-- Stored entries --
Segment Open

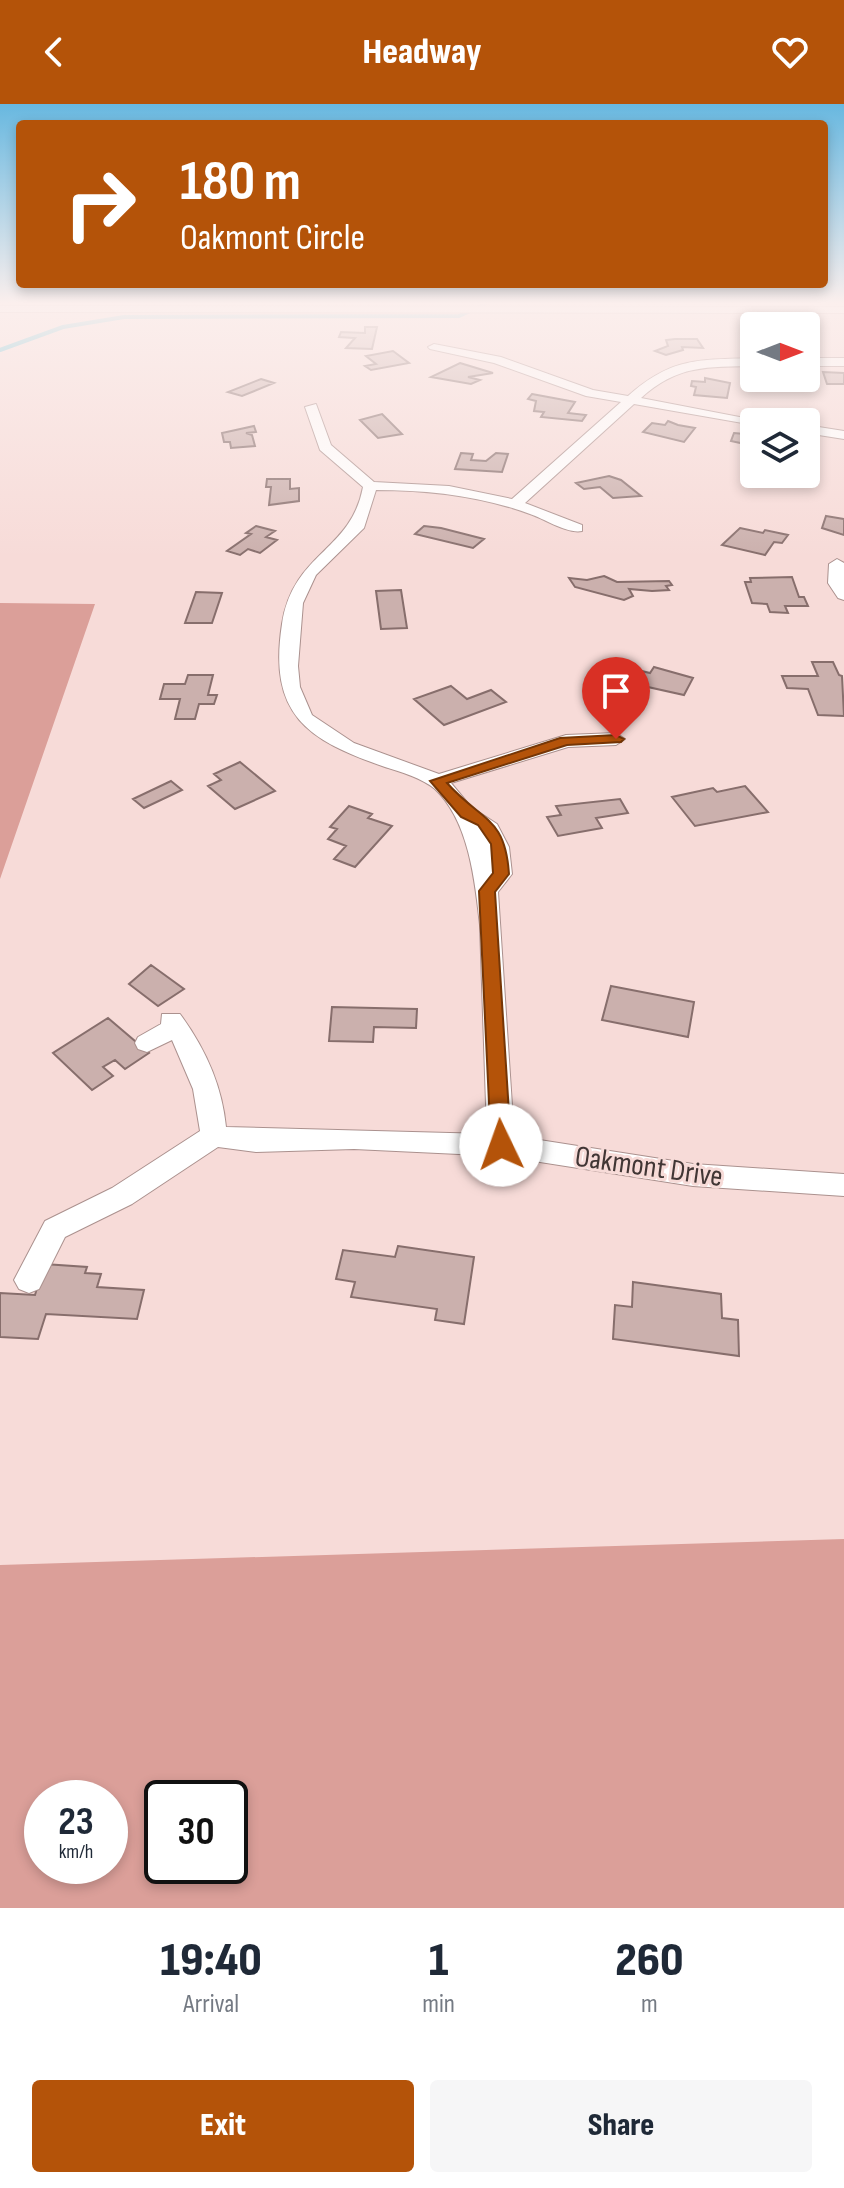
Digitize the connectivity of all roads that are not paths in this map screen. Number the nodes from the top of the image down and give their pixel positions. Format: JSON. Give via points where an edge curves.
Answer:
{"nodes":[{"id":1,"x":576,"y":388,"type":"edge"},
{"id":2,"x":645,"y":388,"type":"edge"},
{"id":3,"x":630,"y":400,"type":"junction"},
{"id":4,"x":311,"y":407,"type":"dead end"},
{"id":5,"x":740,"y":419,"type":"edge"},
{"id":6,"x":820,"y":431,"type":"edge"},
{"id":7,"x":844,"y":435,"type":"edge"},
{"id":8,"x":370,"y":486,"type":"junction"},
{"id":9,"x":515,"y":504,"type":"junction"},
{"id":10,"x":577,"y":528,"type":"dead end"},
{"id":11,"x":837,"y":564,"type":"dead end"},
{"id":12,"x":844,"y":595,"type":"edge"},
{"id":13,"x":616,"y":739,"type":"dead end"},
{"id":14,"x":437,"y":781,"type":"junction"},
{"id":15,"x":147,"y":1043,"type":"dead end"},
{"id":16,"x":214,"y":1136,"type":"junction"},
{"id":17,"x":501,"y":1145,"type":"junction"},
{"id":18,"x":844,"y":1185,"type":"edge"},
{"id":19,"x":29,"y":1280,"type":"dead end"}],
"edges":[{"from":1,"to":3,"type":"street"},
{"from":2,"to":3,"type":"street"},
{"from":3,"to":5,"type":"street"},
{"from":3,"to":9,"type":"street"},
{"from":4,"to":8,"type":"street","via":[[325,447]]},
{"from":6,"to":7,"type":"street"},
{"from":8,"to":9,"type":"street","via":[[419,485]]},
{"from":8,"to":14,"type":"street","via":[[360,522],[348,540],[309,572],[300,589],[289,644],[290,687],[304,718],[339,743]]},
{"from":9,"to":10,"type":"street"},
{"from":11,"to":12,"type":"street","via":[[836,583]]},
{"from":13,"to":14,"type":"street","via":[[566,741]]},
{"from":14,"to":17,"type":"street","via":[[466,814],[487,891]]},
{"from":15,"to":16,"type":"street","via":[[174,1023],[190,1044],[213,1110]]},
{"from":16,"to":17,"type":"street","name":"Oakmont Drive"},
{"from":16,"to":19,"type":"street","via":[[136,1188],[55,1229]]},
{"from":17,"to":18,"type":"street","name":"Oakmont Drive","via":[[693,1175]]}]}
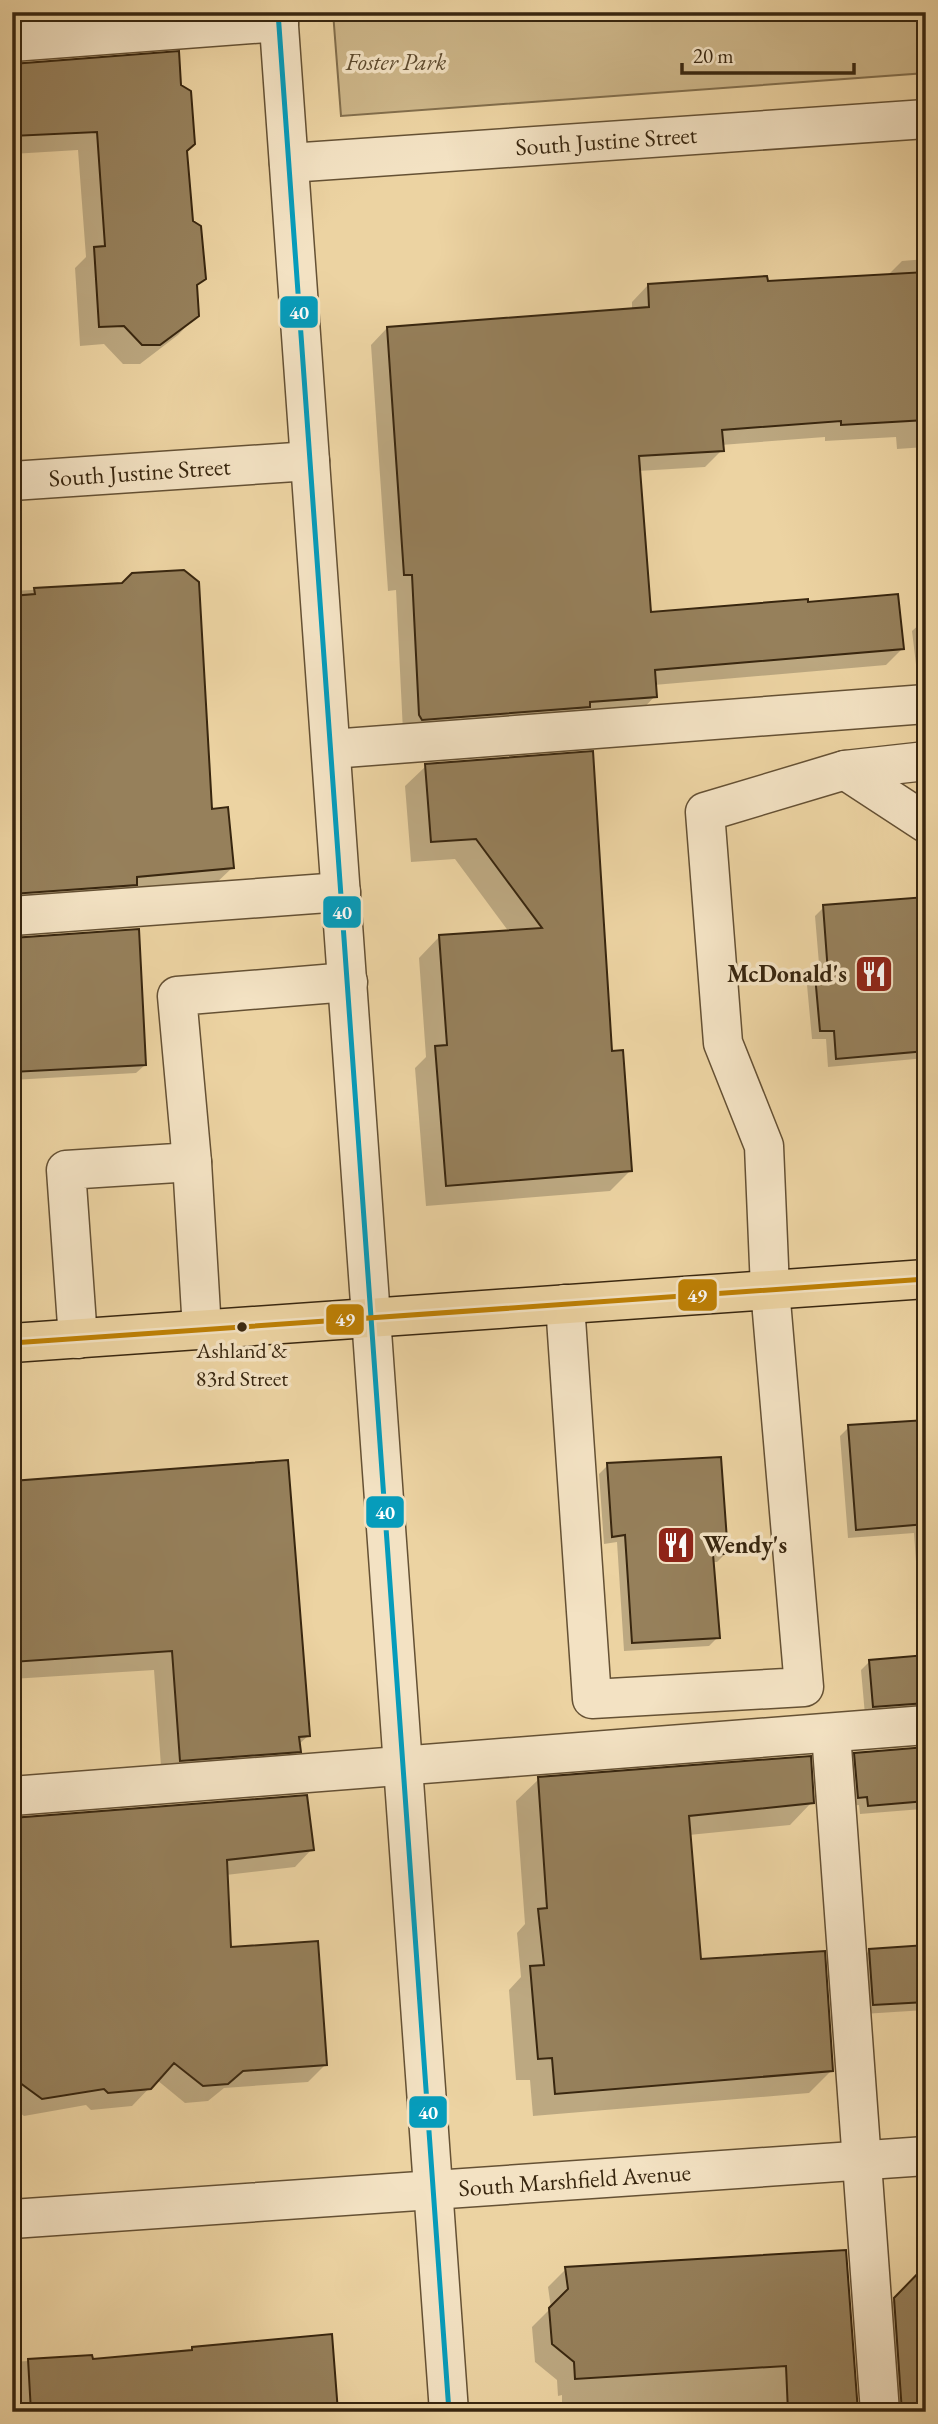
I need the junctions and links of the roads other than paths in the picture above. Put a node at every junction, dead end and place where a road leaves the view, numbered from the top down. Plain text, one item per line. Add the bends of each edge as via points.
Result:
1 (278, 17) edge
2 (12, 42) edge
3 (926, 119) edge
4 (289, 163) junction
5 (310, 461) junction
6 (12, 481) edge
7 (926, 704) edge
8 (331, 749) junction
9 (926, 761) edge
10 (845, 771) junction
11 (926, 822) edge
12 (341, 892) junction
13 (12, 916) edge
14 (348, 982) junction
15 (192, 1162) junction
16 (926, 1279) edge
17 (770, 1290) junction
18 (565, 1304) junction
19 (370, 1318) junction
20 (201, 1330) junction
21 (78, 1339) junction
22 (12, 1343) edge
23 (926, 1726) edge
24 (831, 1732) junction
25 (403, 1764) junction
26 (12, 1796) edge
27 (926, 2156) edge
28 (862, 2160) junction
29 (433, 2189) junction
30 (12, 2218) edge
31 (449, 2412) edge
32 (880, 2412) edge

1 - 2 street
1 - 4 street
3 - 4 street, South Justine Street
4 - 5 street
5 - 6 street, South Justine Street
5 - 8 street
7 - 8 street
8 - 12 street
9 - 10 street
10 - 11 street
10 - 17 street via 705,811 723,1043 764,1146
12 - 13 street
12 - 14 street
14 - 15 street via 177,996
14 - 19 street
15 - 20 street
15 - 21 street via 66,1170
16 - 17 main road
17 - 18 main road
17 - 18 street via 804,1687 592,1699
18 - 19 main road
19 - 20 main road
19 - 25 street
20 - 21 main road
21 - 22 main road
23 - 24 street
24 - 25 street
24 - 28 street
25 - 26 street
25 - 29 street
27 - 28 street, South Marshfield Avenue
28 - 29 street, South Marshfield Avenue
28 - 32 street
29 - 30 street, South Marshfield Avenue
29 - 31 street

Segment Closed

-- Your assignment --
Which lines above contain the word "Justine"? Show each of them.

-- Answer for this exercise --
3 - 4 street, South Justine Street
5 - 6 street, South Justine Street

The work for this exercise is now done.